===== EXTRACTED RECORDS

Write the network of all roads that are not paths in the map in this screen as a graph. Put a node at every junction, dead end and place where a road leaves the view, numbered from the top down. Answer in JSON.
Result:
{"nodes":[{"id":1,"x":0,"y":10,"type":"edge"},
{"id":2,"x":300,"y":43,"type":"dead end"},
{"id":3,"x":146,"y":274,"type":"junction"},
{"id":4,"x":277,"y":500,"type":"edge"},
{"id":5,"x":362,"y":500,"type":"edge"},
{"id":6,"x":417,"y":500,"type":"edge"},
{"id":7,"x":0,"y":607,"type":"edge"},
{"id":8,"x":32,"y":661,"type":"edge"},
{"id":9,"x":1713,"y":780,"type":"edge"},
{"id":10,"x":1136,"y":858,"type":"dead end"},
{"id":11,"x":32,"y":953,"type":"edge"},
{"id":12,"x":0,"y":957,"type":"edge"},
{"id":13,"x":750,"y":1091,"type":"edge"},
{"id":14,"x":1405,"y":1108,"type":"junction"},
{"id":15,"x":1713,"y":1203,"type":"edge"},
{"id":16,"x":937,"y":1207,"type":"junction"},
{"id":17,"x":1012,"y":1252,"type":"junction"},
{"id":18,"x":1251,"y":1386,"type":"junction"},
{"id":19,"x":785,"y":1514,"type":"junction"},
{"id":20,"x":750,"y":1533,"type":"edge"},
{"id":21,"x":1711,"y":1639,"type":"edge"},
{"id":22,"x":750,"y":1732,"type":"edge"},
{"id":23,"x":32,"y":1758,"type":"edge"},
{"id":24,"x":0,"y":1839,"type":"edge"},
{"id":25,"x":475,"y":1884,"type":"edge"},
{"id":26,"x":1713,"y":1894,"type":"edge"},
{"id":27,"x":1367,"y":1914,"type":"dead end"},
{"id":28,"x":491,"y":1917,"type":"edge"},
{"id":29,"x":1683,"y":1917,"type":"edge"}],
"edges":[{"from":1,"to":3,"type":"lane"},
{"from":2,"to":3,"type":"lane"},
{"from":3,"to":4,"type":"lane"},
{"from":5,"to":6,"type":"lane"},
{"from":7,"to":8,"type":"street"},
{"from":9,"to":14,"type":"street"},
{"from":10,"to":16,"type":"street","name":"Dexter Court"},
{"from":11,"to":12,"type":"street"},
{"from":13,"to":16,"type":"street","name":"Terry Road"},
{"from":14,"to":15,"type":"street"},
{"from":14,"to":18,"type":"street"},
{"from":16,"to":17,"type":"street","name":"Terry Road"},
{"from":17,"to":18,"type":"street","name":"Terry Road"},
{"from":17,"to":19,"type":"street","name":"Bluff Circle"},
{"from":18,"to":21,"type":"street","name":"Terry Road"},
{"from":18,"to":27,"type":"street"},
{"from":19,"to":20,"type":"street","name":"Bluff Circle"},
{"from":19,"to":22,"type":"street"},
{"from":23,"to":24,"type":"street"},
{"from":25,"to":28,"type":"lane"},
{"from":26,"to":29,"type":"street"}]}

==========

** EXERCISE AIM **
Print the records above exactly as they appear.

** RESULT OF THE TASK **
Write the network of all roads that are not paths in the map in this screen as a graph. Put a node at every junction, dead end and place where a road leaves the view, numbered from the top down. Answer in JSON.
Result:
{"nodes":[{"id":1,"x":0,"y":10,"type":"edge"},
{"id":2,"x":300,"y":43,"type":"dead end"},
{"id":3,"x":146,"y":274,"type":"junction"},
{"id":4,"x":277,"y":500,"type":"edge"},
{"id":5,"x":362,"y":500,"type":"edge"},
{"id":6,"x":417,"y":500,"type":"edge"},
{"id":7,"x":0,"y":607,"type":"edge"},
{"id":8,"x":32,"y":661,"type":"edge"},
{"id":9,"x":1713,"y":780,"type":"edge"},
{"id":10,"x":1136,"y":858,"type":"dead end"},
{"id":11,"x":32,"y":953,"type":"edge"},
{"id":12,"x":0,"y":957,"type":"edge"},
{"id":13,"x":750,"y":1091,"type":"edge"},
{"id":14,"x":1405,"y":1108,"type":"junction"},
{"id":15,"x":1713,"y":1203,"type":"edge"},
{"id":16,"x":937,"y":1207,"type":"junction"},
{"id":17,"x":1012,"y":1252,"type":"junction"},
{"id":18,"x":1251,"y":1386,"type":"junction"},
{"id":19,"x":785,"y":1514,"type":"junction"},
{"id":20,"x":750,"y":1533,"type":"edge"},
{"id":21,"x":1711,"y":1639,"type":"edge"},
{"id":22,"x":750,"y":1732,"type":"edge"},
{"id":23,"x":32,"y":1758,"type":"edge"},
{"id":24,"x":0,"y":1839,"type":"edge"},
{"id":25,"x":475,"y":1884,"type":"edge"},
{"id":26,"x":1713,"y":1894,"type":"edge"},
{"id":27,"x":1367,"y":1914,"type":"dead end"},
{"id":28,"x":491,"y":1917,"type":"edge"},
{"id":29,"x":1683,"y":1917,"type":"edge"}],
"edges":[{"from":1,"to":3,"type":"lane"},
{"from":2,"to":3,"type":"lane"},
{"from":3,"to":4,"type":"lane"},
{"from":5,"to":6,"type":"lane"},
{"from":7,"to":8,"type":"street"},
{"from":9,"to":14,"type":"street"},
{"from":10,"to":16,"type":"street","name":"Dexter Court"},
{"from":11,"to":12,"type":"street"},
{"from":13,"to":16,"type":"street","name":"Terry Road"},
{"from":14,"to":15,"type":"street"},
{"from":14,"to":18,"type":"street"},
{"from":16,"to":17,"type":"street","name":"Terry Road"},
{"from":17,"to":18,"type":"street","name":"Terry Road"},
{"from":17,"to":19,"type":"street","name":"Bluff Circle"},
{"from":18,"to":21,"type":"street","name":"Terry Road"},
{"from":18,"to":27,"type":"street"},
{"from":19,"to":20,"type":"street","name":"Bluff Circle"},
{"from":19,"to":22,"type":"street"},
{"from":23,"to":24,"type":"street"},
{"from":25,"to":28,"type":"lane"},
{"from":26,"to":29,"type":"street"}]}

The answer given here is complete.